Pilots can find RCO frequencies in charts or publications such as the Chart Supplement or Canada Flight Supplement. The RCO is used to make a radio call to the outlet as if the pilot were making the call directly to the FSS or FIC. The outlet will relay the call (and the briefer's response) automatically. RCOs are sometimes confused with RTRs, or remote transmitter/receivers. In fact, the difference between the two is subtle. While RCOs serve flight service stations, RTRs serve terminal air traffic control facilities.

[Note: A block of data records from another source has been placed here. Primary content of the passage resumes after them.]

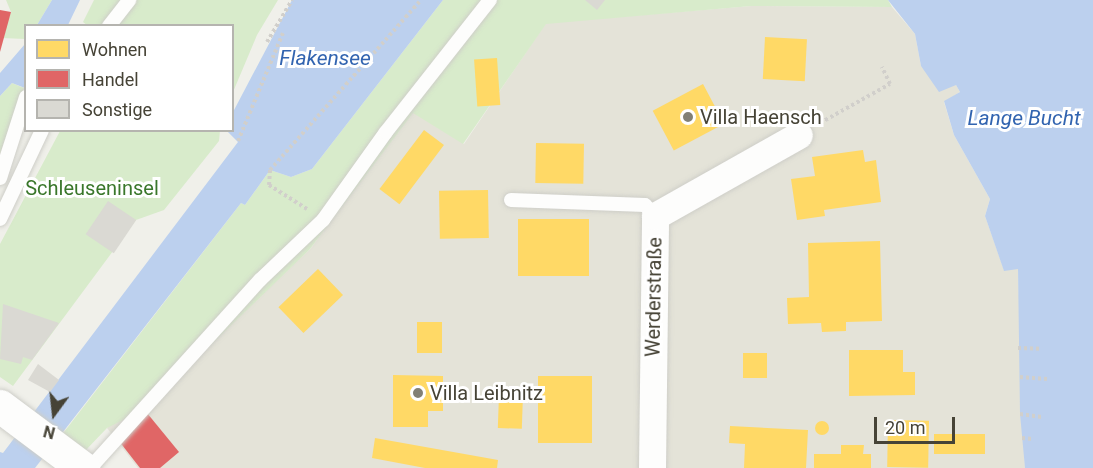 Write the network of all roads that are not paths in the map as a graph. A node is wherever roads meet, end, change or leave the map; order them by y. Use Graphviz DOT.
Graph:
graph roads {
  1 [pos="129,0"];
  2 [pos="490,0"];
  3 [pos="111,24"];
  4 [pos="24,103"];
  5 [pos="41,132"];
  6 [pos="799,135"];
  7 [pos="0,178"];
  8 [pos="511,200"];
  9 [pos="655,216"];
  10 [pos="0,219"];
  11 [pos="10,412"];
  12 [pos="71,458"];
  13 [pos="90,468"];
  14 [pos="652,468"];
  1 -- 3 [label="lane"];
  2 -- 13 [label="lane"];
  4 -- 7 [label="lane"];
  5 -- 10 [label="lane"];
  6 -- 9 [label="street, Werderstraße"];
  8 -- 9 [label="lane"];
  9 -- 14 [label="street, Werderstraße"];
  11 -- 12 [label="street"];
}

RCOs and RTRs may be UHF or VHF and are divided into a variety of classes determined by the number of transmitters or receivers. Classes A through G are used mainly for air/ground communications. Class O facilities were created specifically to provide ground-to-ground communication between air traffic controllers and pilots located at satellite airports. The idea was to create a way for pilots to receive en-route clearances or departure authorizations and cancel IFR flight plans. Class O RTRs also were intended to allow pilots flying below the coverage of the primary air/ground frequency to continue to receive advisories from air traffic control. Class O facilities are non-protected outlets and are subject to prolonged outages which may go undetected and unreported.

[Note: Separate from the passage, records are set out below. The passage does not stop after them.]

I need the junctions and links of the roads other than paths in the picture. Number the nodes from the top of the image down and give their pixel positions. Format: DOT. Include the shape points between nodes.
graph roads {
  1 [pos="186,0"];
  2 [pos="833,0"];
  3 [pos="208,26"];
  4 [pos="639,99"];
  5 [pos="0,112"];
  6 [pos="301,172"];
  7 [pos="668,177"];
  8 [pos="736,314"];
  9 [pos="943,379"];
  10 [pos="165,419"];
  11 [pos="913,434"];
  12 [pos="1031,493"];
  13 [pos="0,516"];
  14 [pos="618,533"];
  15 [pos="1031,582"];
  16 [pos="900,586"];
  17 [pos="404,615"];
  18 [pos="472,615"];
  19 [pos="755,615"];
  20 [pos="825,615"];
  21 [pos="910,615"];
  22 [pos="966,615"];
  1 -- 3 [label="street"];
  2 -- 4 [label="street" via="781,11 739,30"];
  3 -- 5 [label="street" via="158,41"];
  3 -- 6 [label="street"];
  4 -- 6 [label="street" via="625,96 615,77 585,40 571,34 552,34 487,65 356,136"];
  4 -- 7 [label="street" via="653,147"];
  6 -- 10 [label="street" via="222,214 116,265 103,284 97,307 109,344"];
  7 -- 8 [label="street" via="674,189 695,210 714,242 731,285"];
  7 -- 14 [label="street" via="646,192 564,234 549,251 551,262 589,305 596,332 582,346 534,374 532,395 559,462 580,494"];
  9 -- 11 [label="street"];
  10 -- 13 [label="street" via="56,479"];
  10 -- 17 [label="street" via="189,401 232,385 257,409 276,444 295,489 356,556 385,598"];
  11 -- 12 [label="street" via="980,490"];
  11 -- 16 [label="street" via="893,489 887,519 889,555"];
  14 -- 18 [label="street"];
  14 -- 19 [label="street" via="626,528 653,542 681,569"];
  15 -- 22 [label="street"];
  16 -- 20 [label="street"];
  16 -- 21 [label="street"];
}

There is also a special variant of RCO which in Canada is called a Dial-up Remote Communications Outlet (DRCO) and in the U.S. is called a Ground communication outlet (GCO). DRCOs and GCOs connect to an FIC or FSS over a phone line, and pilots initiate the connection by keying their microphones in a prescribed pattern.

==Decommissioning of some RCOs in the United States==

In 2017, the FAA announced a final policy determination which would remove 641 of the roughly 2,100 RCOs in the conterminous United States, Hawaii and Puerto Rico. However, as of that announcement, over 95% of the outposts which use 122.2MHz, the standard FSS frequency, will be retained.